How is the EU boosting support for innovation in the health sector?

  • last year
In this latest episode of Smart Health, we ask why Europe is lagging behind other countries when it comes to medical innovation, and find out what steps industry leaders are taking to turn the tide.
Transcript
00:00 This laboratory has opened its doors to new state-of-the-art therapies against cancer.
00:23 Some 200 people work in this lab on what's called cancer immunotherapy. Their objective
00:30 is to induce our own immune systems to recognize and eliminate tumor cells.

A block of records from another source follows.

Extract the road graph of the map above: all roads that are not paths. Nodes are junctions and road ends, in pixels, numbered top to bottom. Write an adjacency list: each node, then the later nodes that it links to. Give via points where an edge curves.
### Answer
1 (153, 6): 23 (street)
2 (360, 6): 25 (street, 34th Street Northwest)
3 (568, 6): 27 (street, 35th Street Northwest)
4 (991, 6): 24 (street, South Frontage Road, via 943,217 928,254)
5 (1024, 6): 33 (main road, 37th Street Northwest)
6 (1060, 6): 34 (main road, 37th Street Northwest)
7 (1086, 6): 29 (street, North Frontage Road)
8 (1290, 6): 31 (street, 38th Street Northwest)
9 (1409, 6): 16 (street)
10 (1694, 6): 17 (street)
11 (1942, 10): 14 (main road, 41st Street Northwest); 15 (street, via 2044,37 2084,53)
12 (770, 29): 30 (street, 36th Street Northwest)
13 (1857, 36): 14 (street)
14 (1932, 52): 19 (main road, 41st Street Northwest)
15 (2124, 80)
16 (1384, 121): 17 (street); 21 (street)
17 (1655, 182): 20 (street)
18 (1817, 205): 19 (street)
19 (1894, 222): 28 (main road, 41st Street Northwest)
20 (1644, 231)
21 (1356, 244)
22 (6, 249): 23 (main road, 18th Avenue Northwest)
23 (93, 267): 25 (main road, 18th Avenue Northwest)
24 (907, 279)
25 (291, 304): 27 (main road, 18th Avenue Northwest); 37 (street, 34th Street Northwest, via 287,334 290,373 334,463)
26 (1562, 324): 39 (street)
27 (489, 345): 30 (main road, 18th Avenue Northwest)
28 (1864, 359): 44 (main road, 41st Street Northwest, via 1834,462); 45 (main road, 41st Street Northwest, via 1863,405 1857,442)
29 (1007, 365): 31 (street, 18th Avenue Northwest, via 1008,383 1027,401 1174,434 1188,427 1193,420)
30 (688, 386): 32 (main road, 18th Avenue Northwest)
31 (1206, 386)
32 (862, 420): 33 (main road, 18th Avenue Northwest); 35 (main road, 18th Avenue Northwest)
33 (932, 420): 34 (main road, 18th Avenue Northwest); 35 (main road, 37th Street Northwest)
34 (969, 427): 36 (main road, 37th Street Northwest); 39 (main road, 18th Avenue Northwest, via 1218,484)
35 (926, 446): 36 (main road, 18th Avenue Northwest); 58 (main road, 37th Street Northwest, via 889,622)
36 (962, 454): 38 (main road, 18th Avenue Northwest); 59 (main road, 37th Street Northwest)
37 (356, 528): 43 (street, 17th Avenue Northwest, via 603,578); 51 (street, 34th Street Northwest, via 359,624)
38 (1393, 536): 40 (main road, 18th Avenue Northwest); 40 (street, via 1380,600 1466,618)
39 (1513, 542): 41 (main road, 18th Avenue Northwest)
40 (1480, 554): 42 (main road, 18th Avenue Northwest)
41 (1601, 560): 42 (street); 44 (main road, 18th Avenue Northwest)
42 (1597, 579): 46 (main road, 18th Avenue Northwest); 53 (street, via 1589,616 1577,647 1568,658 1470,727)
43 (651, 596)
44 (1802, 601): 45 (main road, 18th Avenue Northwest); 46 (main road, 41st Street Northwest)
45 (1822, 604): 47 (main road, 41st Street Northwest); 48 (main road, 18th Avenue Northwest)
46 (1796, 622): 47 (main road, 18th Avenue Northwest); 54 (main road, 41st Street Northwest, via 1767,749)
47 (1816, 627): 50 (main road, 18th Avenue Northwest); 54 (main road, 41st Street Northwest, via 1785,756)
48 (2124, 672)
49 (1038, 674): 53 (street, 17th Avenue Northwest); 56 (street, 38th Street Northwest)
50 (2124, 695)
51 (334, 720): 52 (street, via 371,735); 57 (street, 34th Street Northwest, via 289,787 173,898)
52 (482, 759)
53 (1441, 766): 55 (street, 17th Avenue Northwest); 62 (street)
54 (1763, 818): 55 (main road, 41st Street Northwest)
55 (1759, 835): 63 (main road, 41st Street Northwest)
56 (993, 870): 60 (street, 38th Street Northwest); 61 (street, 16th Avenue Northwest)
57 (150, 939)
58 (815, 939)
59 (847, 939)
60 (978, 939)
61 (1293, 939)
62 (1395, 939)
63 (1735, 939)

00:37 What we do is to stimulate the immune system, which is the body's set of defenses against
00:42 viruses, bacteria, but also against cancer. And we try to stimulate this immune system
00:48 so that in return it can take care of cancer, all cancers, whether leukemia, lymphoma or
00:54 solid tumors.
00:58 Founded in 1999, the company is developing a number of oncology treatments. One of them,
01:04 against lung cancer, is already in phase three of its clinical trials, not far now from its
01:10 final authorization.
01:12 Like in other European SMEs, innovation is the ultimate goal, but the road is long and
01:19 often winding.
01:23 The development of a medicine is a very long process, which in the best case can last around
01:29 ten years. It is an expensive process. A product that goes from the preclinical phase to the
01:37 market costs at least a billion euros. And finally, it's a risky process in the sense
01:43 that the failure rate is extremely high. Out of a hundred molecules selected, there are
01:49 four or five that make it.
01:54 This company is actively contributing to the some 37 billion euro annual research investments
02:01 and around 800,000 direct jobs that pharmaceutical innovation is creating in Europe. Yet the
02:07 European Union keeps losing ground against other innovative superpowers.
02:14 In an effort to turn the tide, the European Commission has proposed new regulatory incentives
02:27 so big medicine developers, SMEs and smaller actors find a more adapted, accessible, flexible,
02:34 simple and cost-efficient ecosystem to invest in.
02:41 For advanced therapy medicinal products, the reform also proposes providing the European
02:49 Medicines Agency with enhanced regulatory support. The agency is already improving its
02:54 tools to ensure that innovations translate into real products for patients, says its
03:00 director general.
03:02 We try to do some horizon scanning. That means we're looking to see what might be coming.
03:08 Are we ready for it? Is the regulatory system ready for it? Have we got the right expertise?
03:14 Is it something that is needed? Is it an unmet medical need? So we try and engage early with
03:19 developers. We try and point them in the right direction. So we do this through what we call
03:25 business pipeline meetings where we get a flavour of what's coming. We also have what
03:30 we call an innovation task force. We advise anybody with a new idea to come to us, talk
03:37 about it and we try and advise on what the right pathway is.
03:45 The European Federation of Pharmaceutical Industries and Associations says there is
03:49 indeed room for improvement. Its director general demands even bolder measures.
03:56 Already today we've lost about 25% of our R&D investment globally. Our global R&D investment
04:04 in Europe in the last 20 years has decreased by one quarter and it's gone to the US and
04:08 China. If we want to recover that we need to give investors the conditions of predictability,
04:15 of attractiveness and at the moment Europe is not there and that's very concerning because
04:21 where research happens matters because research means clinical trials, means patients getting
04:26 access straight away to medicines, it means the whole healthcare system getting used to
04:30 the new innovation.
04:32 Back at the laboratory, researchers hope their extensive efforts on a new treatment against
04:36 lung cancer will soon pay off.
04:40 We are in the final phase. We are testing the effectiveness of a molecule that we've
04:47 been producing for years on a very large number of patients. We expect the results in the
04:52 coming months but indeed it has been a long time coming.